The title, Lex, Rex, is a play on the words that conveys the meaning the law is king. When theologian Samuel Rutherford published the book in 1644, on the eve of the revolutions that rocked the English nation from 1645 through 1688, it caused a sensation, and provoked a great deal of controversy. It is ostensibly an argument for limited monarchy and against absolute monarchy, but its arguments were quickly perceived as subversive of monarchy altogether, and in context, we can perceive that it provided a bridge between the earlier natural law philosophers and those who would further develop their ideas: the Leveller movement and such men as Thomas Hobbes, John Locke, and Algernon Sidney, which laid the basis for the American Republic.

This book has long been undeservedly neglected by scholars, probably because it is written as a polemic in the political and sectarian controversies that are distasteful to later generations, and many of its references are somewhat obscure, but a closer reading reveals how it laid the foundation for the contractarian and libertarian ideas that came to be embodied in the U.S. Declaration of Independence and Constitution.

quote from Philip Sherrard, ‘The Greek East and the Latin West’

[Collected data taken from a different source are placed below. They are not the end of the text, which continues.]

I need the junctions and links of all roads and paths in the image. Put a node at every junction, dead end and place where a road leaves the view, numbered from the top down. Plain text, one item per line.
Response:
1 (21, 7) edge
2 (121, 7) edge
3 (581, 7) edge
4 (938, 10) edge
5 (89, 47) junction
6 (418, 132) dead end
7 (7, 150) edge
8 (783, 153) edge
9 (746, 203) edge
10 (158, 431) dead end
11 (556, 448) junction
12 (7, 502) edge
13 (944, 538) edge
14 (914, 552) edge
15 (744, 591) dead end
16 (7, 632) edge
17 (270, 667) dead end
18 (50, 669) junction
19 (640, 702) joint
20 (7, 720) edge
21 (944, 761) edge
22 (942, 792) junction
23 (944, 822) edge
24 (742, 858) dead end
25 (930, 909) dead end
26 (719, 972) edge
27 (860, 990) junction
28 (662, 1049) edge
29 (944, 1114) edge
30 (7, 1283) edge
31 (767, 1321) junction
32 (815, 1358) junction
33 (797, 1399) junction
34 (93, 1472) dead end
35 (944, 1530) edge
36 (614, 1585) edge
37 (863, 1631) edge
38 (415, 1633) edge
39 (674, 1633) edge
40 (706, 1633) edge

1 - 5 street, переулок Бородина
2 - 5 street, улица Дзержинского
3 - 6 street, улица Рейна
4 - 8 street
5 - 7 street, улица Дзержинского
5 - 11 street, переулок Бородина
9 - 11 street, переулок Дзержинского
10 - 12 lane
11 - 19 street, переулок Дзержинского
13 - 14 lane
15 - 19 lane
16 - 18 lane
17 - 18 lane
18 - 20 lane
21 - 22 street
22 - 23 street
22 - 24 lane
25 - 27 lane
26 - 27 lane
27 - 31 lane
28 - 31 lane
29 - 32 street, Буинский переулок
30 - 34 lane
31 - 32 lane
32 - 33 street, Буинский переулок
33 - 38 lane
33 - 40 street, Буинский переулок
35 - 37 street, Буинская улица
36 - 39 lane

The unity of a culture is determined in the first place and above all by a certain common intellectual framework, by a common religious and moral attitude, by a shared scale of values, and by a certain common way of regarding the universe, the nature of man and of human life, and their mutual relationships; and it is this common framework of ideas and values which is reflected in the social, political, linguistic, and juridical structure of that culture. It follows that a prerequisite of understanding, as opposed to describing from an external and superficial point of view, any such structure is a grasp precisely of that framework of ideas and values which it reflects.